/chatpdf

This project is a Document Retrieval application that utilizes Retrieval-Augmented Generation (RAG) techniques to enable users to interact with uploaded PDF documents. By leveraging a Large Language Model (LLM), users can ask questions about the content of the documents and receive accurate answers based on the information retrieved.

Primary LanguageJupyter NotebookApache License 2.0Apache-2.0

ChatPDF

This project is a Document Retrieval application that utilizes Retrieval-Augmented Generation (RAG) techniques to enable users to interact with uploaded PDF documents.

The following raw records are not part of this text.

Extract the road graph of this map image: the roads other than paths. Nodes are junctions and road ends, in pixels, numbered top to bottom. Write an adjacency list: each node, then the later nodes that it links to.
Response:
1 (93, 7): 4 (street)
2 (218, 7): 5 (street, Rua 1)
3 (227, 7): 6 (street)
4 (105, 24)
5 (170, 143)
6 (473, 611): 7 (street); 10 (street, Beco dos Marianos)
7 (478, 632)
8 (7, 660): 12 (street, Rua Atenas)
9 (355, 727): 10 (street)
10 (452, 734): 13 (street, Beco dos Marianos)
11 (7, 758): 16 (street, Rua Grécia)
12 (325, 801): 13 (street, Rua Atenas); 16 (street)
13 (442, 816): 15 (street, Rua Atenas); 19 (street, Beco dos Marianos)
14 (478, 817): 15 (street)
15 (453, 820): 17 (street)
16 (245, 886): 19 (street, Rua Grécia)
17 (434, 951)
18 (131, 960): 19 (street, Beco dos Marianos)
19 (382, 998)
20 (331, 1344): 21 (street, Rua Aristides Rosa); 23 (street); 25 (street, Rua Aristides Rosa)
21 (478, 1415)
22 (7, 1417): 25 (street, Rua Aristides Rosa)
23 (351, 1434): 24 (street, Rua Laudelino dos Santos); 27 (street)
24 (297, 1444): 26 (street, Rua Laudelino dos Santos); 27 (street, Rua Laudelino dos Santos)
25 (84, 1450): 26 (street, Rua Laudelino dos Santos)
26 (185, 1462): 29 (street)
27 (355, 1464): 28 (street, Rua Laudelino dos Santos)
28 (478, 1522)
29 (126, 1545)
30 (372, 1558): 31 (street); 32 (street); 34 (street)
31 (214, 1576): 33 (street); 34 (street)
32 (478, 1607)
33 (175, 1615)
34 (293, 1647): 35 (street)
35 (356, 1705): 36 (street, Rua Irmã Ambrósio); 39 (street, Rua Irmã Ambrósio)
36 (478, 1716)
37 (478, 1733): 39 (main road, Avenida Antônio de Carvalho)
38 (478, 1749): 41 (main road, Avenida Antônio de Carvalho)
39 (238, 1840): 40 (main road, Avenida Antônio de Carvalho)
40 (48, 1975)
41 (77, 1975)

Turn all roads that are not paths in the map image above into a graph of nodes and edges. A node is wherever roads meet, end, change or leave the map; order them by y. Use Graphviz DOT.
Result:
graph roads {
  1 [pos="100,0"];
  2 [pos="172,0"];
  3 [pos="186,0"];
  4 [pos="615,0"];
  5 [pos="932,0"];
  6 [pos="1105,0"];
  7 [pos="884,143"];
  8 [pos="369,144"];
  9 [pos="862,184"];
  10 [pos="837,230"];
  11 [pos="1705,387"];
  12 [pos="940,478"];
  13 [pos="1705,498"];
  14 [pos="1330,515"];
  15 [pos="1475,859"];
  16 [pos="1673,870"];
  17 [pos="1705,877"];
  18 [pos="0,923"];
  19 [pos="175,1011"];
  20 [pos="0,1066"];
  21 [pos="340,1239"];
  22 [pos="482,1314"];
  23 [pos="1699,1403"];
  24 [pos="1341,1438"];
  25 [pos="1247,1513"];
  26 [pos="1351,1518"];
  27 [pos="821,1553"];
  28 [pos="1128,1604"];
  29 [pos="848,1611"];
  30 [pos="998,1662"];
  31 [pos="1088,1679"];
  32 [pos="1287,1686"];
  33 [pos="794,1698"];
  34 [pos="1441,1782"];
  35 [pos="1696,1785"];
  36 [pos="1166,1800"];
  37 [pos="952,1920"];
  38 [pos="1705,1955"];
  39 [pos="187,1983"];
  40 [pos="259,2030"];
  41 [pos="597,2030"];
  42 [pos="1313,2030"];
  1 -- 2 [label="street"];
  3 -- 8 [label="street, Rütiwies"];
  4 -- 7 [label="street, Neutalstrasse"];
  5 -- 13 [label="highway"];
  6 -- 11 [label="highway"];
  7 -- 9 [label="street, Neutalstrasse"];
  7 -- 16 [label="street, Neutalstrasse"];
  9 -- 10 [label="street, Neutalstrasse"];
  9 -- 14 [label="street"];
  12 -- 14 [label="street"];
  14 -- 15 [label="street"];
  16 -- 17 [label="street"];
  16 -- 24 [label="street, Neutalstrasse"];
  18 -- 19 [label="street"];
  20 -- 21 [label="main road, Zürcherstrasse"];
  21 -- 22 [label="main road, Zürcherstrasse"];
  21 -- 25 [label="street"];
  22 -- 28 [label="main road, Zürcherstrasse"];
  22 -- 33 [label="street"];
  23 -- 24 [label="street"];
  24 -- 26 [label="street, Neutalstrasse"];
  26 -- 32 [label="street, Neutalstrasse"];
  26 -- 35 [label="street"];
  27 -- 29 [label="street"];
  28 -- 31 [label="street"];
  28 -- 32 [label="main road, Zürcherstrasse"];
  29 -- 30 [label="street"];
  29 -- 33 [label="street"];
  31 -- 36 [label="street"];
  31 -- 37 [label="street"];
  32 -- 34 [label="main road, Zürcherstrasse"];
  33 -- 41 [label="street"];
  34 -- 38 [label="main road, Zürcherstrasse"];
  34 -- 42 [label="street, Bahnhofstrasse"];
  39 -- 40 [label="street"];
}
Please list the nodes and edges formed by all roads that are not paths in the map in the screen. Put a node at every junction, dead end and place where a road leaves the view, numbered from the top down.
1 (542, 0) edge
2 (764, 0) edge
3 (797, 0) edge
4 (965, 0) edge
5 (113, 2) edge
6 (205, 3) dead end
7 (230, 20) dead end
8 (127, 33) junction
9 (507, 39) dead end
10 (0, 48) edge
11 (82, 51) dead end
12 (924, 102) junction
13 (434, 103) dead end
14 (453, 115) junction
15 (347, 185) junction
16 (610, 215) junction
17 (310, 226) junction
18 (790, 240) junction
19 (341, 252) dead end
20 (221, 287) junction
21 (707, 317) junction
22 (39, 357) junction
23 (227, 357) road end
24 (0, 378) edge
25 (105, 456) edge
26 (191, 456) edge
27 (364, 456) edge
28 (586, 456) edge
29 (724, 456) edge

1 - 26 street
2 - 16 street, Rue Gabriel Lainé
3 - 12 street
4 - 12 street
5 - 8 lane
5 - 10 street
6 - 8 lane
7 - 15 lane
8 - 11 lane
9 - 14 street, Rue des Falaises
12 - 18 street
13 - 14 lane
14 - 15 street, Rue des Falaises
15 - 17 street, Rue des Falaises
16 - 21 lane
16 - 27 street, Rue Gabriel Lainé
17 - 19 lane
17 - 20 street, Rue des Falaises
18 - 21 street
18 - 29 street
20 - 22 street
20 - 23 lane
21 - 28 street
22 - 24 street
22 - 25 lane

By leveraging a Large Language Model (LLM), users can ask questions about the content of the documents and receive accurate answers based on the information retrieved.

Features

  • PDF Upload: Users can upload PDF files for processing.
  • AI Interaction: Ask questions about the content of the uploaded PDFs.
  • Machine Learning Integration: Utilizes advanced machine learning models for document processing and question answering.

Technologies Used

  • Backend: FastAPI
  • Frontend: Streamlit
  • Machine Learning: Langchain, Hugging Face Transformers
  • Vector Store: FAISS for efficient similarity search

Installation

  1. Clone the repository:

    git clone https://github.com/yourusername/chatpdf.git
    cd chatpdf
  2. Create a virtual environment and activate it:

    python -m venv .venv
    source .venv/bin/activate  # On Windows use .venv\Scripts\activate
  3. Install the required packages:

    pip install -r requirements.txt

Usage

  1. Start the FastAPI server:

    uvicorn app.main:app --reload
  2. Open the Streamlit app in another terminal:

    streamlit run app/streamlit_app.py
  3. Navigate to http://localhost:8501 in your web browser to access the application.

API Endpoints

  • GET /: Returns a welcome message.

  • POST /upload_pdf/: Uploads a PDF file for processing.

    • Request: Multipart form data with the PDF file.
    • Response: Success message upon successful upload and processing.
  • POST /ask/: Asks a question about the uploaded PDF.

    • Request: JSON body with the question.
    • Response: The answer to the question based on the PDF content.

alt text alt text

Testing

  1. To run the tests, use:

    streamlit run app/streamlit_app.py